We were all curious.

"And did they work?" I asked.

"They did with the dog," laughed Mae.

"But my mum got them mixed up with her hormone tablets."

"How did she manage that?" Christine was curious.

"Oh," sniggered Mae.

"She read the label which said: 'Suitable for bitches in heat', and 'not only is this product effective in minimising body odours, it has been proven to control bad breath'."

Christine spluttered her wine on to the table as we listened intently.

"So mum swallowed two tablets with a glass of water," Mae said, as though it was the most natural thing in the world.

Unsure of how to comment on the incident, the long silence was finally broken by Joe.

"I'm scared to ask Mae. But have you had any other pets?"

"Yep. A budgie called Cheeky Billy," Mae was proud to announce.

"But he flew off my shoulder one day and landed in the frying pan while I was frying eggs."

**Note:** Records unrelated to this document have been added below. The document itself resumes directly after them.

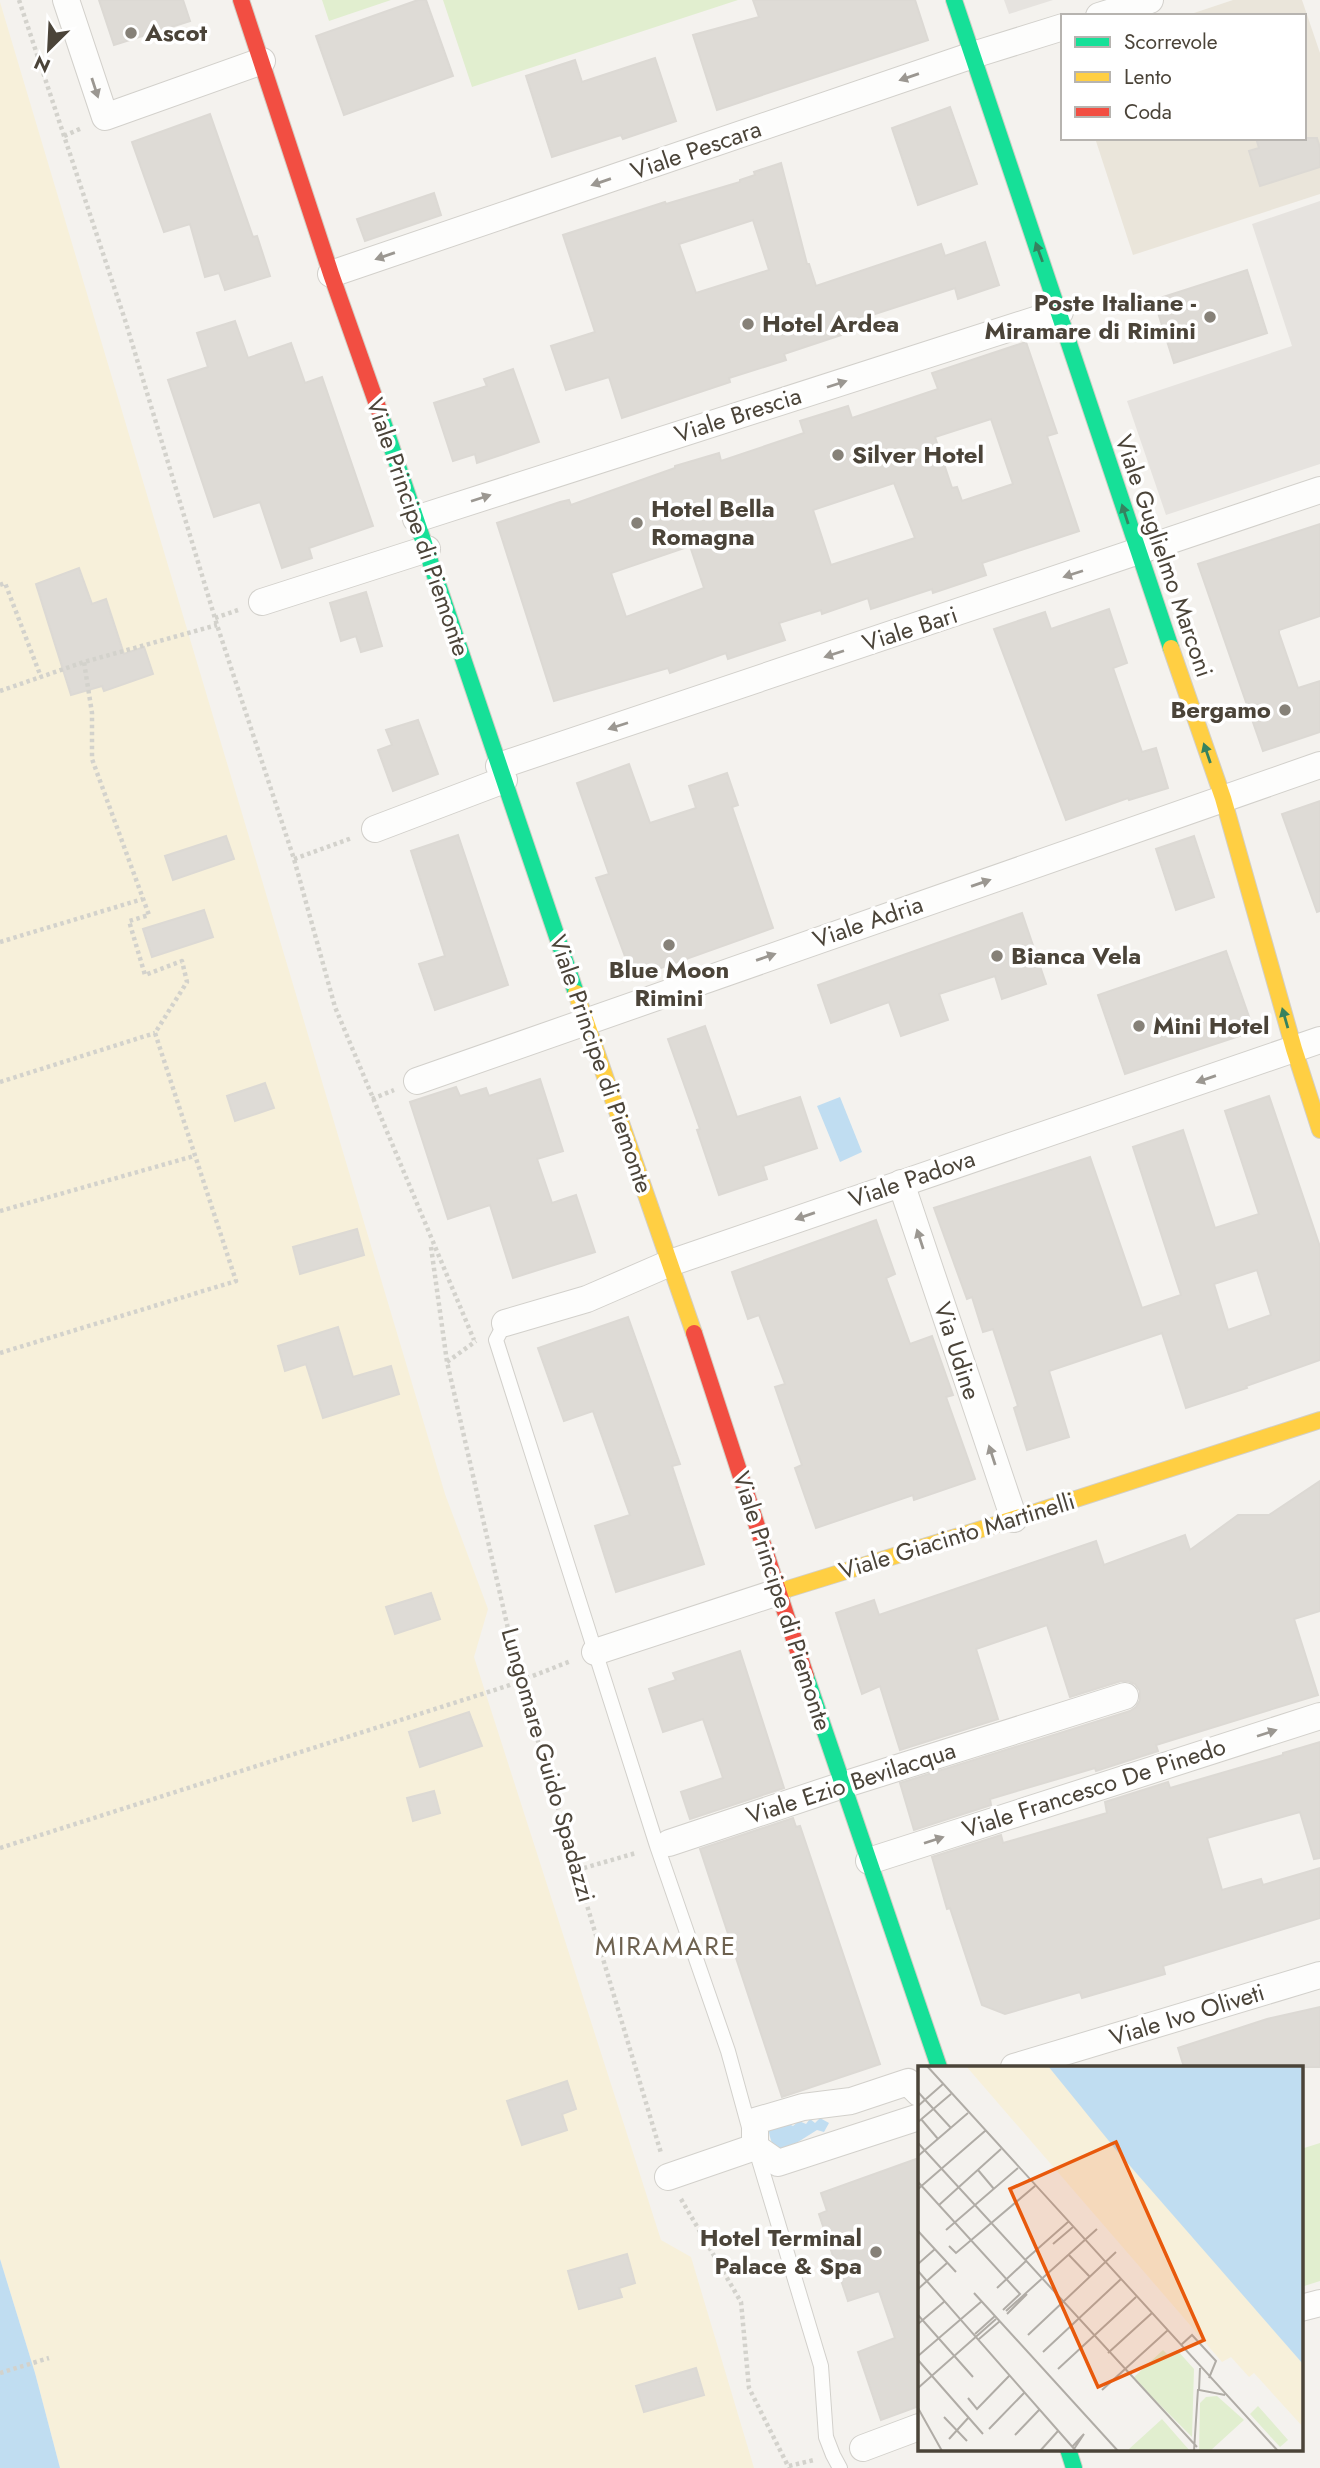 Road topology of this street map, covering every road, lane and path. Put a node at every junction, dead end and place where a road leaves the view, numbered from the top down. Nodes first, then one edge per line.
1 (19, 0) edge
2 (66, 0) edge
3 (241, 0) edge
4 (1150, 0) edge
5 (961, 2) edge
6 (1105, 14) edge
7 (1061, 28) edge
8 (973, 55) junction
9 (262, 61) junction
10 (331, 274) junction
11 (1060, 312) junction
12 (1320, 490) edge
13 (416, 519) junction
14 (426, 549) junction
15 (1138, 552) junction
16 (0, 584) edge
17 (262, 602) dead end
18 (217, 625) junction
19 (84, 662) junction
20 (41, 677) junction
21 (0, 691) edge
22 (1320, 765) edge
23 (502, 773) junction
24 (1223, 798) junction
25 (374, 829) joint
26 (294, 859) junction
27 (143, 899) junction
28 (0, 942) edge
29 (586, 1020) junction
30 (155, 1033) junction
31 (1320, 1041) edge
32 (1294, 1049) junction
33 (417, 1080) dead end
34 (0, 1082) edge
35 (1320, 1130) edge
36 (194, 1156) junction
37 (901, 1183) junction
38 (0, 1211) edge
39 (670, 1263) junction
40 (505, 1323) joint
41 (0, 1353) edge
42 (1320, 1420) edge
43 (1014, 1519) junction
44 (778, 1591) junction
45 (595, 1652) junction
46 (520, 1681) junction
47 (1125, 1696) dead end
48 (1320, 1716) edge
49 (843, 1785) junction
50 (663, 1844) junction
51 (0, 1847) edge
52 (869, 1861) junction
53 (577, 1870) junction
54 (1320, 1975) edge
55 (939, 2066) edge
56 (1017, 2066) edge
57 (918, 2092) edge
58 (867, 2096) junction
59 (918, 2117) edge
60 (880, 2129) junction
61 (755, 2147) junction
62 (668, 2177) junction
63 (1320, 2303) edge
64 (1302, 2308) edge
65 (49, 2358) dead end
66 (0, 2373) edge
67 (918, 2427) edge
68 (863, 2448) dead end
69 (1068, 2450) edge
70 (789, 2468) edge
71 (841, 2468) edge
72 (1074, 2468) edge

1 - 18 path, Lungomare Guido Spadazzi
2 -> 9 street
3 - 9 street, Viale Principe di Piemonte
4 - 6 street
5 - 8 street, Viale Guglielmo Marconi
7 - 8 street, Viale Pescara
8 -> 10 street, Viale Pescara
11 -> 8 street, Viale Guglielmo Marconi
9 - 10 street, Viale Principe di Piemonte
10 - 13 street, Viale Principe di Piemonte
13 -> 11 street, Viale Brescia
15 -> 11 street, Viale Guglielmo Marconi
12 - 15 street, Viale Bari
13 - 14 street, Viale Principe di Piemonte
14 - 17 street
14 - 23 street, Viale Principe di Piemonte
15 -> 23 street, Viale Bari
24 -> 15 street, Viale Guglielmo Marconi
16 - 20 path
18 - 19 path
18 - 26 path, Lungomare Guido Spadazzi
19 - 20 path
19 - 27 path
20 - 21 path
22 - 24 street, Viale Adria
23 - 25 street, Viale Bari
23 - 29 street, Viale Principe di Piemonte
29 -> 24 street, Viale Adria
32 -> 24 street, Viale Guglielmo Marconi
25 - 26 path
26 - 46 path, Lungomare Guido Spadazzi
27 - 28 path
27 - 30 path
29 - 33 street, Viale Adria
29 - 39 street, Viale Principe di Piemonte
30 - 34 path
30 - 36 path
31 - 32 street, Viale Padova
32 - 35 street, Viale Guglielmo Marconi
32 -> 37 street, Viale Padova
36 - 38 path
36 - 41 path
37 -> 39 street, Viale Padova
43 -> 37 street, Via Udine
39 - 40 street, Viale Padova
39 - 44 street, Viale Principe di Piemonte
40 - 45 lane
42 - 43 street, Viale Giacinto Martinelli
43 - 44 street, Viale Giacinto Martinelli
44 - 45 street, Viale Giacinto Martinelli
44 - 49 street, Viale Principe di Piemonte
45 - 46 path
45 - 50 lane
46 - 51 path
46 - 53 path, Lungomare Guido Spadazzi
47 - 49 street, Viale Ezio Bevilacqua
52 -> 48 street, Viale Francesco De Pinedo
49 - 50 street, Viale Ezio Bevilacqua
49 - 52 street, Viale Principe di Piemonte
50 - 53 path
50 - 61 lane
52 - 55 street, Viale Principe di Piemonte
53 - 62 path, Lungomare Guido Spadazzi
54 - 56 street, Viale Ivo Oliveti
57 - 58 street
58 - 60 street
58 - 60 street
58 - 61 street
59 - 60 street
60 - 61 street
61 - 62 street
61 - 71 lane
62 - 70 path, Lungomare Guido Spadazzi
63 - 64 street
65 - 66 path
67 - 68 street
69 - 72 street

Reluctantly Joe asked: "Was Cheeky Billy okay?"

"Oh, fine," she replied.

"He flew lop sided after that, as he only had half a tail left. But he lived for years."

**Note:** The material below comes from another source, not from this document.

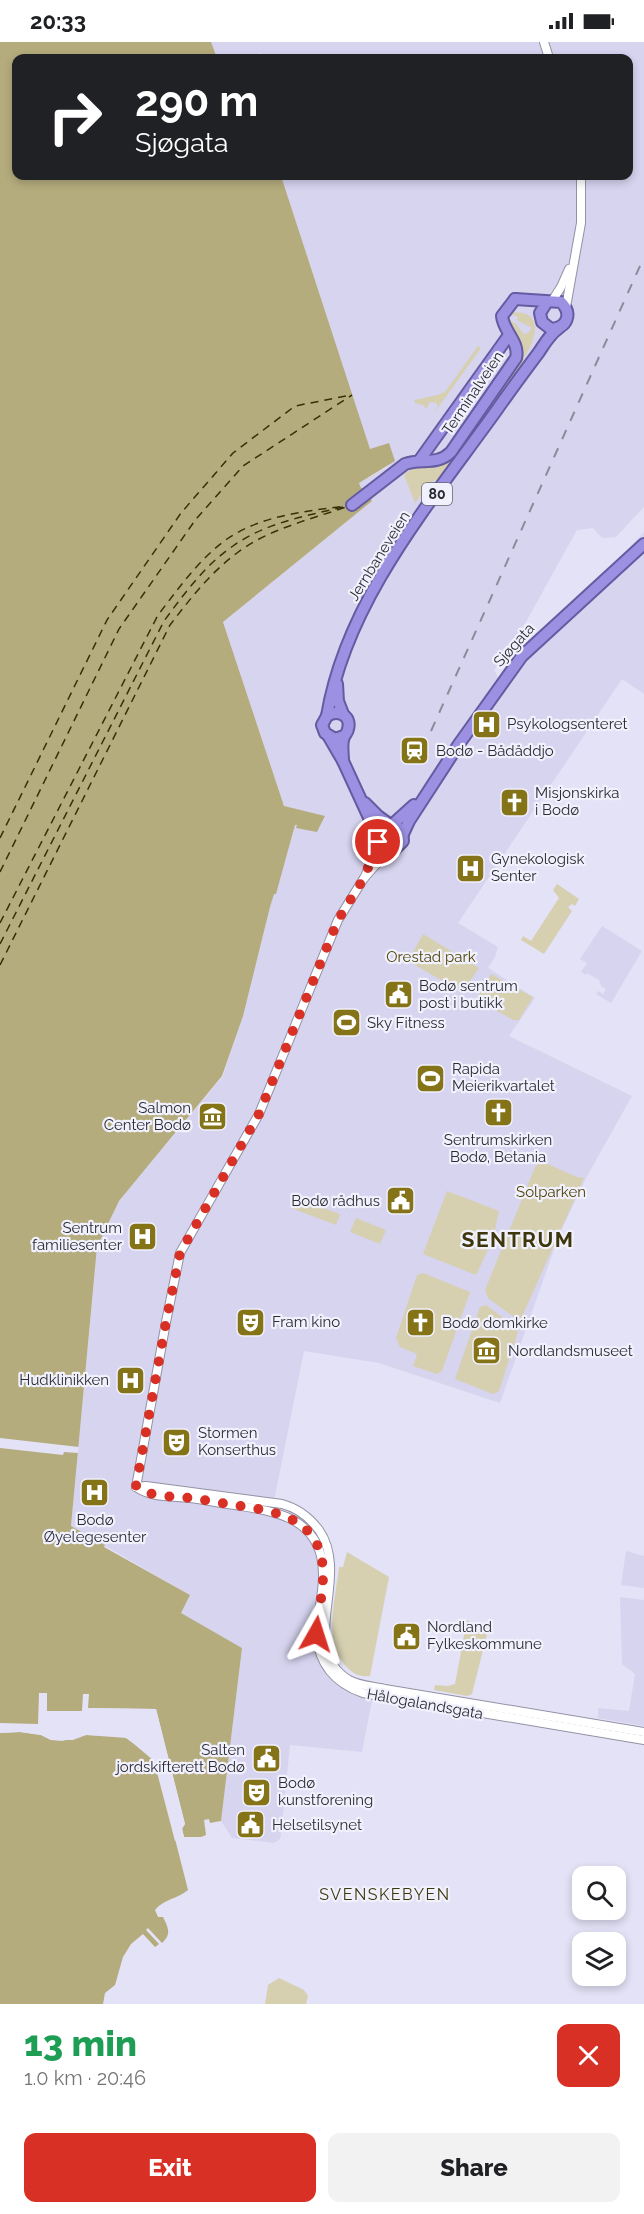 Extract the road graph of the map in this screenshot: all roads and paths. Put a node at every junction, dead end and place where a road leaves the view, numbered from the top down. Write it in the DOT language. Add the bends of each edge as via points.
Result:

"You know, Mae" I sarcastically interrupted, "you really are the Dr Dolittle of Airdrie. Dare I ask if you had any more pets?"

"Goldfish," she said.

"But one winter when our central heating was broken, mum thought that the water in the goldfish bowl would be too cold for the fish so she added some hot water to warm them up a bit."

"But they are cold water fish," Joe stated the obvious.

"Yes. I know that, and you know that (although, we didn't believe Mae), but my mum didn't," announced Mae.

"Goodness," Christine shook her head, "my mum's antics don't seem quite so strange now."

As she went on to explain: "We had a cat called Sooty, who used to hate travelling to our caravan in Crail until my mum had a bright idea.

"I'll give Sooty a wee half of my Valium, just to get her there, she said, and funnily enough that seemed to do the trick."

Apparently Sooty was so placid that he could easily be lifted into the car for the journey.

"However," Christine explained.

"When my mum died, Sooty was withdrawn, and at first we

assumed it was because he was missing my mum, but in fact, he was missing his regular Valium hit."

"Pets," I exclaimed.

"My mum phoned me one morning to tell me that she had been up all night with Lady, our family Border collie.

"It's Lady, my mum sounded tired. She's been sick as a dog."

Joe was in hysterics.

"Brilliant," he said.

"Wait until I tell you how much the vet wanted to charge me for an operation on our cat Felix."

We poured some more wine and listened to Joe's dilemma.

"The bill was estimated to be £350," he said.

"So I took Felix home and explained to the kids.

"We either put the money towards a 50" plasma TV or pay for Felix's vet's bill. But, we can't afford both."

Bearing in mind the World Cup was just around the corner, apparently Joe tried to sway the decisions of his children.

"Is it worth paying £350 for Felix?" he questioned.

"Let's face it kids, he is quite old and no-one really bothers with him anyway."

He sighed, while hoping for a positive response.

To which the reply was. "You're old dad, and no one really bothers with you either. But we would still fork out £350 if you were ill."

"Fair point, Joe," Christine was in fits of laughter until her husband Jim butted in.

"She can laugh," Jim pointed to his wife.

"I've paid a small fortune for Christine to go to hypnotherapy sessions before we go on holiday as she suffers from stress and anxiety at the thought of leaving Ruby, our Dachshund."

Jim seemed perplexed as he turned to his wife.

"Funny how you didn't need hypnotherapy sessions before you jetted off to Marbella with the girls and left me."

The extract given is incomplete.